The impact of these injuries can be tremendous, especially upon children with TBI. Statistics from the Centers for Disease Control indicate indicate over 2.5 million people visit emergency rooms annually for head trauma. Personally, I think the statistics under-report the problem. I believe the actual number of people who suffer a head trauma is much higher. Many head injury victims do not seek medical care.
For the youngest children, falls cause the most injuries. For young adults, car accidents are a primary cause of injuries. The impact of a pituitary gland injury on a growing child can produce long-lasting effects. If medical professionals are aware of pituitary dysfunction, they can provide appropriate treatment for the patient.
Can testing provide an objective measure for brain injury?
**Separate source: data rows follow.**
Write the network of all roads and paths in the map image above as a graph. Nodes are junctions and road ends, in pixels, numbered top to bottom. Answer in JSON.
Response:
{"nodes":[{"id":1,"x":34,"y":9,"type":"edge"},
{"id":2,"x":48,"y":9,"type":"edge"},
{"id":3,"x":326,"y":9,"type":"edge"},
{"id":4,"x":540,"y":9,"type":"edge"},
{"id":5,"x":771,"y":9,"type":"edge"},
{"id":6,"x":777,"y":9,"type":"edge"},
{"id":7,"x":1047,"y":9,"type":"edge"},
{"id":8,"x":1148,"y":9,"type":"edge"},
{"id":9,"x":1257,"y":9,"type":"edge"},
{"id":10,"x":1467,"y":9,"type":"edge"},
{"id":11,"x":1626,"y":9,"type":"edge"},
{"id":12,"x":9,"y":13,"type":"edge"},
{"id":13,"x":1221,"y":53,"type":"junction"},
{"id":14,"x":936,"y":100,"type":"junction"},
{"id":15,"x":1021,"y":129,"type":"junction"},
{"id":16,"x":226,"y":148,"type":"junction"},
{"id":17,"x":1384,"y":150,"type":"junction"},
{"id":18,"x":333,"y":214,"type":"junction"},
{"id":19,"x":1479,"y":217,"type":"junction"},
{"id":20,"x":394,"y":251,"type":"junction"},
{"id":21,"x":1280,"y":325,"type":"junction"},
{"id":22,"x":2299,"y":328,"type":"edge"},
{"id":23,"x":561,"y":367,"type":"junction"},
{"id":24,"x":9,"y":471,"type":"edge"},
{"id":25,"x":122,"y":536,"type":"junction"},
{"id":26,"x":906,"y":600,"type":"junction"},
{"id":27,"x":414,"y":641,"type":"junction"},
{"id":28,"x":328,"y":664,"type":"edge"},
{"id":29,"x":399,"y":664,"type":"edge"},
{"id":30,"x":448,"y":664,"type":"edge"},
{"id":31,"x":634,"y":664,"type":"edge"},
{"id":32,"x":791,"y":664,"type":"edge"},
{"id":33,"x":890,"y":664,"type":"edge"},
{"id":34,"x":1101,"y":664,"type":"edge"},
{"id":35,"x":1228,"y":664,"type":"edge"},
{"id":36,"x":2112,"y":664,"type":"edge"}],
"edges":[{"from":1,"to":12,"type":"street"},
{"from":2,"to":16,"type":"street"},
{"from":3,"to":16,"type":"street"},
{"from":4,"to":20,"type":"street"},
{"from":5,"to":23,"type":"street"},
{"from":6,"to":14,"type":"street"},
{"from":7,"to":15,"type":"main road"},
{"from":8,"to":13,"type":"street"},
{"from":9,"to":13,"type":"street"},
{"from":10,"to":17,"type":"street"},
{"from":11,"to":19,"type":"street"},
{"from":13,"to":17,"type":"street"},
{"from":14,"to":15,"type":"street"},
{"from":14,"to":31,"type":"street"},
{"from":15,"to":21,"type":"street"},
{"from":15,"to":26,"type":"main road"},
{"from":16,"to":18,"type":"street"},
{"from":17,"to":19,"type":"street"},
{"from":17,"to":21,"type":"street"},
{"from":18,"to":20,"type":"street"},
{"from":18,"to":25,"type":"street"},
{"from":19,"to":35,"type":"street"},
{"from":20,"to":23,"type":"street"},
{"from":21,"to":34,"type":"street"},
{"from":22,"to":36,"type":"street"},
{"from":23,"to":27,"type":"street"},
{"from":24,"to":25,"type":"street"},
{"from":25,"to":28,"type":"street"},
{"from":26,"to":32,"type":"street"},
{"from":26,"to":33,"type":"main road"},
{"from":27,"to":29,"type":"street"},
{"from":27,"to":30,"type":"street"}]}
Traumatic brain injuries are frequently referred to as “invisible injuries.” The person suffering a TBI from an accident may look perfectly normal. Because of that, brain injuries are often misunderstand by medical professionals. Friends, family, and others, may even doubt the patient because of his or her normal appearance. Our office has resolved several brain injury claims from automobile accidents this year. In most of these cases, our client looked fine. We worked hard to develop the medical evidence supporting the injuries.
In an earlier post titled, New Study Asks: How Do Emergency Rooms Evaluate Traumatic Brain Injury?, I discussed the difficulty of assessing TBI. In many TBI cases, traditional tests like x-rays or MRIs can appear normal.
Can a laboratory blood screen for hormonal deficiencies provide objective evidence of a brain injury? That’s the question asked by some medical researchers. In the legal context, a blood screen might provide valuable objective evidence of injury. When should blood screenings be performed? Who should be tested? The recent Head Cases article states:
There is no debate that TBI-related endocrine dysfunction is a widely missed diagnosis. The healthcare providers who are first to treat these injuries are often unaware of potential long-term effects.
“Emergency room staff [and primary care doctors] are the ones seeing the kids come in with the head injuries and they’re thinking concussion and all the old school stuff about concussion-causing headaches, maybe some dizziness, and vomiting,” says [neuroendocrinologist Gary] Wand. “They’re thinking the kids are going to get better, and they’re just not aware that you can have these hormonal changes.”
Diagnosing post-TBI dysfunction involves serum screening tests including: 0800 cortisol levels, thyroid stimulating hormone, luteinizing hormone, follicle stimulating hormone, IGF, free thyroxine, testosterone for male patients, and estradiol for females. However, there have been several published guidelines on the recommended screening intervals and even treatment.
A research study published by the National Institute of Health also addresses the issue:
Because TBI is an important cause of hypopituitarism, the first approach could involve testing all patients with a history of TBI. However, this strategy is not cost-effective and would result in unnecessary consumption of health care resources in the community. Therefore, the most important clinical challenge is to determine which TBI patients should be screened for pituitary dysfunction.
From both a medical and legal standpoint, I would like to see a protocol developed for this screening. In our cases, we are frequently faced with (1) challenges concerning objective proof of injury that could be assisted by a blood screen; and, (2) long-term TBI problems which could be attributable to endocrine system injury.